Hi All!

I'm setting up a very small DB to be used for customer based product reviews. There are two tables:

product_tbl: 
id int unsigned auto_increment 
reviews int unsigned // number of times product reviewed
product varchar(45)
review_tbl: 
id unsigned int 
product_id int unsigned // id from product_tbl 
price int 
quality int 
features int 
email varchar(45) 
pros longtext 
cons longtext

price, quality, features are ratings based on a scale of 1-10 - for each int (price, quality, features) I provide a clickable array of 10 dhtml/css stars that update a hidden field and that field gets stored in its relative db field).

What I want to do is query based on the highest ranked product and ranking is determined by number of average of all values in price, quality, features.

So if toasters A & B each have 'x' reviews (in this example its three):
Toaster A: Price=1,5,7 Quality=3,4,6 Features=1,1,1
Toaster B: Price=3,3,3 Quality=6,7,8 Features=5,8,2

Then Toaster B would be the higer rated because:
Toaster A = (4, 4, 1)/3 = 3
Toaster B = (3, 7, 5)/3 = 5

How's the best way to construct this query in SQL knowing that I may have 100's of toasters and 10's of thousands of reviews. Some toasters (top 5 brands) may get 80% of the reviews while the remaining 20% of the reviews may be spread across the remaining toasters.

I would appreciate any suggestions!

Pete

Recommended Answers

All 10 Replies

The AVG function will be valuable to you. Basically, you are after an average of the average of your three rating values, so your query will look something like this:

select product_id, avg((price + quality + features)/3) as average_rating from review_tbl group by product_id

You can join with the other table as necessary, or limit your result set to a list of products etc. Have a fiddle with that query and see what you can come up with.
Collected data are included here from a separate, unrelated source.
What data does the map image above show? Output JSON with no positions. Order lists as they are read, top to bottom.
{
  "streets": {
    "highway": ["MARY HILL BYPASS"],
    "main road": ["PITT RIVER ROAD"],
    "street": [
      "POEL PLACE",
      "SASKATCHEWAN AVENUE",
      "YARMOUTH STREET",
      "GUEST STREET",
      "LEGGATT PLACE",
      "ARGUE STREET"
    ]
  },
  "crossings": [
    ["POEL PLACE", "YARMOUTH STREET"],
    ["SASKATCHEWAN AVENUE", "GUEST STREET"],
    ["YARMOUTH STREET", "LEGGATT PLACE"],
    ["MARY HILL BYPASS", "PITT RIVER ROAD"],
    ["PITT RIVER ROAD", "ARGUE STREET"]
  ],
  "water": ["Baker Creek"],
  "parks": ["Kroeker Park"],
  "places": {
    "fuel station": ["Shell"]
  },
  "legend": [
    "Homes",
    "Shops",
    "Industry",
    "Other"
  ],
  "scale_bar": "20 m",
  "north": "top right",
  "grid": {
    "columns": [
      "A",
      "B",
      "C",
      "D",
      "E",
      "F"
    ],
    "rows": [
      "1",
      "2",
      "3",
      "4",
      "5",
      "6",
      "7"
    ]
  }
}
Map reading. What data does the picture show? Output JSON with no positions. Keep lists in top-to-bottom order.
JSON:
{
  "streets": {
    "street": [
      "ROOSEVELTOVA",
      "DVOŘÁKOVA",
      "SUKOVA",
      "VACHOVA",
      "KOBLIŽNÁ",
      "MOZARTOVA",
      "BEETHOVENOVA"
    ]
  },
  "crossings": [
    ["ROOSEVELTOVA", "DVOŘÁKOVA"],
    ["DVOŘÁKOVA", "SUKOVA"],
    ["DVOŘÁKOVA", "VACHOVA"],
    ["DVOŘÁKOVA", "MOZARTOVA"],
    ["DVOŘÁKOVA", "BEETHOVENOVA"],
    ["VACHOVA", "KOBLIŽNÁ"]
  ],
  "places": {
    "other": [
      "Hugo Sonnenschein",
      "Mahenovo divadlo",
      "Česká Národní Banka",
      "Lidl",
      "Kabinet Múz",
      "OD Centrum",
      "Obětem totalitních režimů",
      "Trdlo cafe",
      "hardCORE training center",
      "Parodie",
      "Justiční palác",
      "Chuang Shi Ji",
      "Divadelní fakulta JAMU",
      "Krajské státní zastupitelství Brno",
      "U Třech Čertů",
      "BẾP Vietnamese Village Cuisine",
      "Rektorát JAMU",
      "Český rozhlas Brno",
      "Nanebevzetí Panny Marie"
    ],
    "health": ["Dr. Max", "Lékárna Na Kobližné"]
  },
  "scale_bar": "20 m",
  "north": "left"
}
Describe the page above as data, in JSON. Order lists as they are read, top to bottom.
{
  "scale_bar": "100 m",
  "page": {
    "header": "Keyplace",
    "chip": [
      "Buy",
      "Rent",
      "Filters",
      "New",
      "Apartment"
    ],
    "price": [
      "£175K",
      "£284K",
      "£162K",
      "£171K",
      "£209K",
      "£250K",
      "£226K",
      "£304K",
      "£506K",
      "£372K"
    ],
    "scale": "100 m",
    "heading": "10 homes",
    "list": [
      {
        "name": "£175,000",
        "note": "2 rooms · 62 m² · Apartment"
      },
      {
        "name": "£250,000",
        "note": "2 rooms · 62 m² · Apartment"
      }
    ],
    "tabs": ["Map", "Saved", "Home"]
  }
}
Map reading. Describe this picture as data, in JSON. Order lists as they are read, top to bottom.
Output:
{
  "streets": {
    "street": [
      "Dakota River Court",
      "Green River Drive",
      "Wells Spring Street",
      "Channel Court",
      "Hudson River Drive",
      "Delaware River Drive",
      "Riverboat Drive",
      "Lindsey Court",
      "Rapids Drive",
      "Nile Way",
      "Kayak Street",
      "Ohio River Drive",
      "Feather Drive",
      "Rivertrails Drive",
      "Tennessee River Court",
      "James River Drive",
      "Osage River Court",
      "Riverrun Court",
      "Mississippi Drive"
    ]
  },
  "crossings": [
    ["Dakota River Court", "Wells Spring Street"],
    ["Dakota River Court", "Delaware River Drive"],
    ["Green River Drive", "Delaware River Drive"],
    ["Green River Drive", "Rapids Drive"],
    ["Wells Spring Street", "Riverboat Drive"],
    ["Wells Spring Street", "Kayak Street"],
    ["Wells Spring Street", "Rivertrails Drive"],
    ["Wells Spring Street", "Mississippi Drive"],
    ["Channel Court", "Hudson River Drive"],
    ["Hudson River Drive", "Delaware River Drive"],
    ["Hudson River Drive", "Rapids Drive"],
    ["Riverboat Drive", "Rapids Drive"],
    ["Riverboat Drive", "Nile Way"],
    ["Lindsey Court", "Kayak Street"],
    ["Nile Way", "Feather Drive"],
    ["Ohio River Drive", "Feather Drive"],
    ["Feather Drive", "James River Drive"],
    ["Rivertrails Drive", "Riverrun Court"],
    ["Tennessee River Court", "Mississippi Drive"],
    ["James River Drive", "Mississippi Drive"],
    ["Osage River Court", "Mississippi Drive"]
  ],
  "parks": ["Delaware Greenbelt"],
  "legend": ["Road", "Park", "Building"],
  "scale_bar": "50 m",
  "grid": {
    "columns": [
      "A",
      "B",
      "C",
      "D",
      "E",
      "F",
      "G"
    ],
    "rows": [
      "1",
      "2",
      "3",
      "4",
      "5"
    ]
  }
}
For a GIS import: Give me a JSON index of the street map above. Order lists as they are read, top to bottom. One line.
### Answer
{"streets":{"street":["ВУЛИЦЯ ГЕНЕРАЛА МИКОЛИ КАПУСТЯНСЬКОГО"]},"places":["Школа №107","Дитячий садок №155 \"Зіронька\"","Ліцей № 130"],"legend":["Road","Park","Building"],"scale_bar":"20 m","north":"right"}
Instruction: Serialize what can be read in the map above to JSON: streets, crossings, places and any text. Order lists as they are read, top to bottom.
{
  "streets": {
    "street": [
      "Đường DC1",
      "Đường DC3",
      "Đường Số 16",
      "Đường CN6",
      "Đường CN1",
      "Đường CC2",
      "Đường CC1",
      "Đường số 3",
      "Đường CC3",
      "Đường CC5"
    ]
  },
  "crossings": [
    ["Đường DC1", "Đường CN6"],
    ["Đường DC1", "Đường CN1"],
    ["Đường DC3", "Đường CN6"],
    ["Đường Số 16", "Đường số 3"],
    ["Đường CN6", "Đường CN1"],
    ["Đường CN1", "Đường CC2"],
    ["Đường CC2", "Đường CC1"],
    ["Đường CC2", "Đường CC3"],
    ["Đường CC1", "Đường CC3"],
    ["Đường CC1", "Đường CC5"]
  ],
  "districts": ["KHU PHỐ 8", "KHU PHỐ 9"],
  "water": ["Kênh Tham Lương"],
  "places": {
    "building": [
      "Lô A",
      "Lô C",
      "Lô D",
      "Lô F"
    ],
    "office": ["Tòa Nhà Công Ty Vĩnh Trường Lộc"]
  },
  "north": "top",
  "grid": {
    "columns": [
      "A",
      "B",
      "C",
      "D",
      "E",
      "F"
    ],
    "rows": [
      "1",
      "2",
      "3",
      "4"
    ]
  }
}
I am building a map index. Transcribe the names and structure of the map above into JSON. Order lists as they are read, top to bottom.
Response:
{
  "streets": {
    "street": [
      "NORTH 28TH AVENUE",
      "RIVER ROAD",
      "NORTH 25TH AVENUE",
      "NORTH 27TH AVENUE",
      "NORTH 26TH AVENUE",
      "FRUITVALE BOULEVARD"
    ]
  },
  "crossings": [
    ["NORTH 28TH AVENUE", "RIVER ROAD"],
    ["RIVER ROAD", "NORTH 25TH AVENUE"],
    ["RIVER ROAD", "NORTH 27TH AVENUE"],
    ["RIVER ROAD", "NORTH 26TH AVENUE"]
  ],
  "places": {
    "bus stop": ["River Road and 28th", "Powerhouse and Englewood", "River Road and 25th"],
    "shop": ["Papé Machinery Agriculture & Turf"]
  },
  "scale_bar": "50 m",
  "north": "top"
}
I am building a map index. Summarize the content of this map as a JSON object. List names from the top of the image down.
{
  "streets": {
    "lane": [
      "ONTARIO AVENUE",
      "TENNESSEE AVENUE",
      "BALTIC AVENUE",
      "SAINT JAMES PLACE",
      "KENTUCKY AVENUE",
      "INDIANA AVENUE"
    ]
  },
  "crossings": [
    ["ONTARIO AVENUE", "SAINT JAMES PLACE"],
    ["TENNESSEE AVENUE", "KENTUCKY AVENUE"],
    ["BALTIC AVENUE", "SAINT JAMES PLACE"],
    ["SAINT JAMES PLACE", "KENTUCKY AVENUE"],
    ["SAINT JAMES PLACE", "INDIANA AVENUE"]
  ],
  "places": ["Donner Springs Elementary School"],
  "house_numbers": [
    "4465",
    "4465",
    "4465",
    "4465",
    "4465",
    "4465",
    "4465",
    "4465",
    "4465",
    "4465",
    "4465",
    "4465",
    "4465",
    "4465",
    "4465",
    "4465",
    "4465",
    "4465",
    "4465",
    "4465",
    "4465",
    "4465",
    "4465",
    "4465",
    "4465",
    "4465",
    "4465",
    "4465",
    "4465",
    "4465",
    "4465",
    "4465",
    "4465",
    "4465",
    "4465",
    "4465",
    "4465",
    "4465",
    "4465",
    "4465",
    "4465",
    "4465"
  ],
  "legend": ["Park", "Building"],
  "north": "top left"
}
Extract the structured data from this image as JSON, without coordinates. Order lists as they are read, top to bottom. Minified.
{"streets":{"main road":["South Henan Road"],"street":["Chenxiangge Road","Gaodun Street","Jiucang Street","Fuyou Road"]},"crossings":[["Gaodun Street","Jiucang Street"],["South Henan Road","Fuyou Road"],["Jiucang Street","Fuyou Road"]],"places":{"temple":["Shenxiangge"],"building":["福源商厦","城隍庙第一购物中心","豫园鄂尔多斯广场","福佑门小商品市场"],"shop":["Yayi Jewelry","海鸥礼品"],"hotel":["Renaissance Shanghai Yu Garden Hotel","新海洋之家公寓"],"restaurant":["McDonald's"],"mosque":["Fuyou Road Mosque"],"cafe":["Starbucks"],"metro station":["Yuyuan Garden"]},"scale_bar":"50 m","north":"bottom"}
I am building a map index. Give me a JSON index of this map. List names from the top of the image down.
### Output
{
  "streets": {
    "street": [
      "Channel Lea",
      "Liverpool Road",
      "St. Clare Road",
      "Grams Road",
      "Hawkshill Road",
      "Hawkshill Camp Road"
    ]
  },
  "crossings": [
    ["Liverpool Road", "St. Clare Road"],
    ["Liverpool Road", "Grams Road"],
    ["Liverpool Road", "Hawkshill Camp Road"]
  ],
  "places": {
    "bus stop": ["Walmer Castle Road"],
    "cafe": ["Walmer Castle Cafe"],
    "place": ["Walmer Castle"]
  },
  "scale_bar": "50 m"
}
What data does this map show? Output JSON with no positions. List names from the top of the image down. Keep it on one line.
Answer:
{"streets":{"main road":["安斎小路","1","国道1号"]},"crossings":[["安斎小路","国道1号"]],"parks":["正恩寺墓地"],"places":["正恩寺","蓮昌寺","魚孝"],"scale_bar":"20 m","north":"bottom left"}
The AVG function will be valuable to you. Basically, you are after an average of the average of your three rating values, so your query will look something like this:

select product_id, avg((price + quality + features)/3) as average_rating from review_tbl group by product_id

You can join with the other table as necessary, or limit your result set to a list of products etc. Have a fiddle with that query and see what you can come up with.

OK, that makes some sense...

in raw terms this seems to mostly work:

select product, avg((price + quality + features)/3) as average_rating from review_tbl GROUP product_id ORDER BY average_rating

The issue is the over all rating would be affected by the 'count' in the product_tbl or is MySQL going to average together all of the fields for all of the records with the same product_id?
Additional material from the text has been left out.